BISSON VINI
Storia, radici, visione
L’ostinazione è la forza invisibile del terroir ligure
La Cantina
Dove nasce il progetto. Dove ogni vino ha un’origine consapevole.
La Cantina Bisson non è solo un luogo fisico: è un’idea diventata realtà, una visione costruita giorno dopo giorno con fatica e ispirazione.
Nasce nel 1978, quando Pierluigi Lugano, maestro d’arte e sommelier, sceglie di valorizzare i vitigni autoctoni della Riviera Ligure di Levante, allora considerati poco interessanti per il mercato.
Con tecniche moderne ma spirito artigiano, la cantina prende forma nel cuore di Chiavari — e da lì inizia un percorso che porterà fino agli Abissi.
Oggi la cantina continua a produrre i suoi vini con rispetto per la natura e per il tempo, coltivando vigne proprie con una rigorosa limitazione di fitofarmaci, e vinificando in modo indipendente, lontano dalle logiche industriali.
Ogni scelta, ogni vendemmia, ogni bottiglia risponde a un’unica filosofia: fare vino vero, che racconti il luogo da cui proviene.
Piero Lugano
Il fondatore. La visione artistica. Il coraggio di andare in fondo.
Pierluigi “Piero” Lugano è l’anima del progetto Bisson.
Maestro d’arte e sommelier, ha unito il rigore del gusto alla libertà del pensiero artistico.
È stato il primo a credere che i vitigni liguri potessero esprimere eleganza, verticalità e complessità. Ma soprattutto, è stato il primo a immaginare qualcosa di mai tentato: affinare lo spumante sul fondo del mare.
“Ho sognato di essere alle nozze di Cana. Ero arrivato a ciò che cercavo.”
— Piero Lugano
Con intuizione, studio e ostinazione, ha dato vita al metodo Abissi, oggi riconosciuto a livello internazionale come una delle più affascinanti innovazioni del mondo enologico.
Ancora oggi Piero continua a osservare, assaggiare, riflettere. La sua visione non è cambiata: fare vino è un atto culturale, oltre che agricolo.
Una Storia che Viene dal Mare
Un podere dove un tempo c’erano le onde.
Il podere Bisson si estende sulle colline di Sestri Levante, affacciato su un paesaggio che alterna vigna, cielo e mare.
E non è una metafora: un tempo, qui arrivava davvero il mare.
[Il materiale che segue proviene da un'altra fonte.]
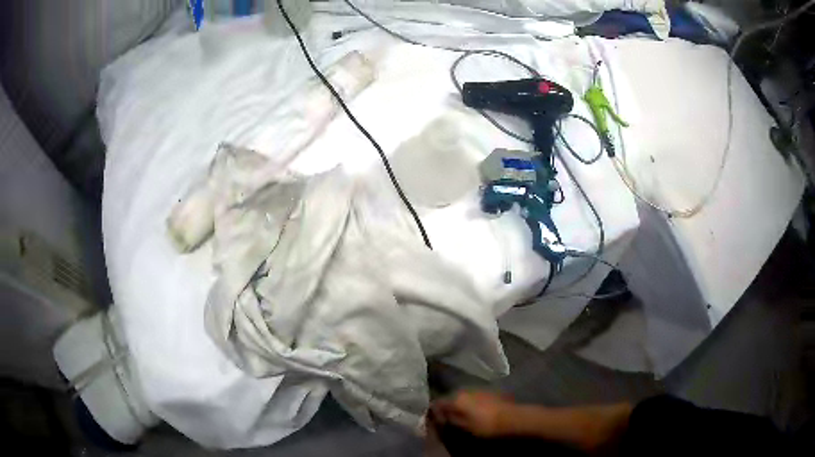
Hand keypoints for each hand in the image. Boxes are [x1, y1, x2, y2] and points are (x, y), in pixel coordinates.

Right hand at [430, 390, 514, 437]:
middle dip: (448, 406)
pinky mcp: (489, 390)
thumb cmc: (483, 425)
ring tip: (463, 415)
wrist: (510, 418)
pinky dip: (472, 403)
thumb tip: (436, 414)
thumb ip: (447, 418)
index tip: (435, 420)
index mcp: (455, 397)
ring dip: (461, 404)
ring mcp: (478, 388)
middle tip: (448, 418)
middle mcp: (464, 389)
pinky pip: (474, 397)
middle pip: (450, 398)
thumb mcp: (461, 426)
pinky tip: (476, 411)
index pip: (437, 403)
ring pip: (463, 396)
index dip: (434, 412)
I terreni che oggi ospitano i filari erano parte di un fondale antico, che ancora vive nella composizione del suolo, nella sapidità dell’uva, nel respiro del paesaggio.
Da questo legame profondo con l’acqua nasce il nome, la visione e il metodo.
Le bottiglie di spumante Abissi vengono immerse sotto 60 metri di profondità, dove la temperatura costante, il buio e la pressione trasformano l’affinamento in qualcosa di unico.
Un vino che torna là da dove tutto è cominciato.
Il territorio
Liguria. Sestri Levante. Le vigne verticali e il profumo del sale.
La Riviera Ligure di Levante è un territorio esigente, stretto tra il mare e la montagna.
Qui, coltivare la vite significa sfidare la pendenza, il vento, il sole cocente. Ma è proprio questa fatica che ci restituisce vini salmastri, verticali, profondi, impossibili da imitare altrove.
Il podere Bisson si trova a pochi chilometri da Sestri Levante, in un punto in cui il paesaggio racconta la Liguria più autentica: terrazzamenti, ulivi, erbe spontanee, cieli larghi e il mare sullo sfondo.
Qui il vino non è solo produzione: è cultura materiale, memoria contadina, gesto quotidiano.
Un dialogo continuo tra chi coltiva e ciò che cresce, tra chi vive e ciò che resta.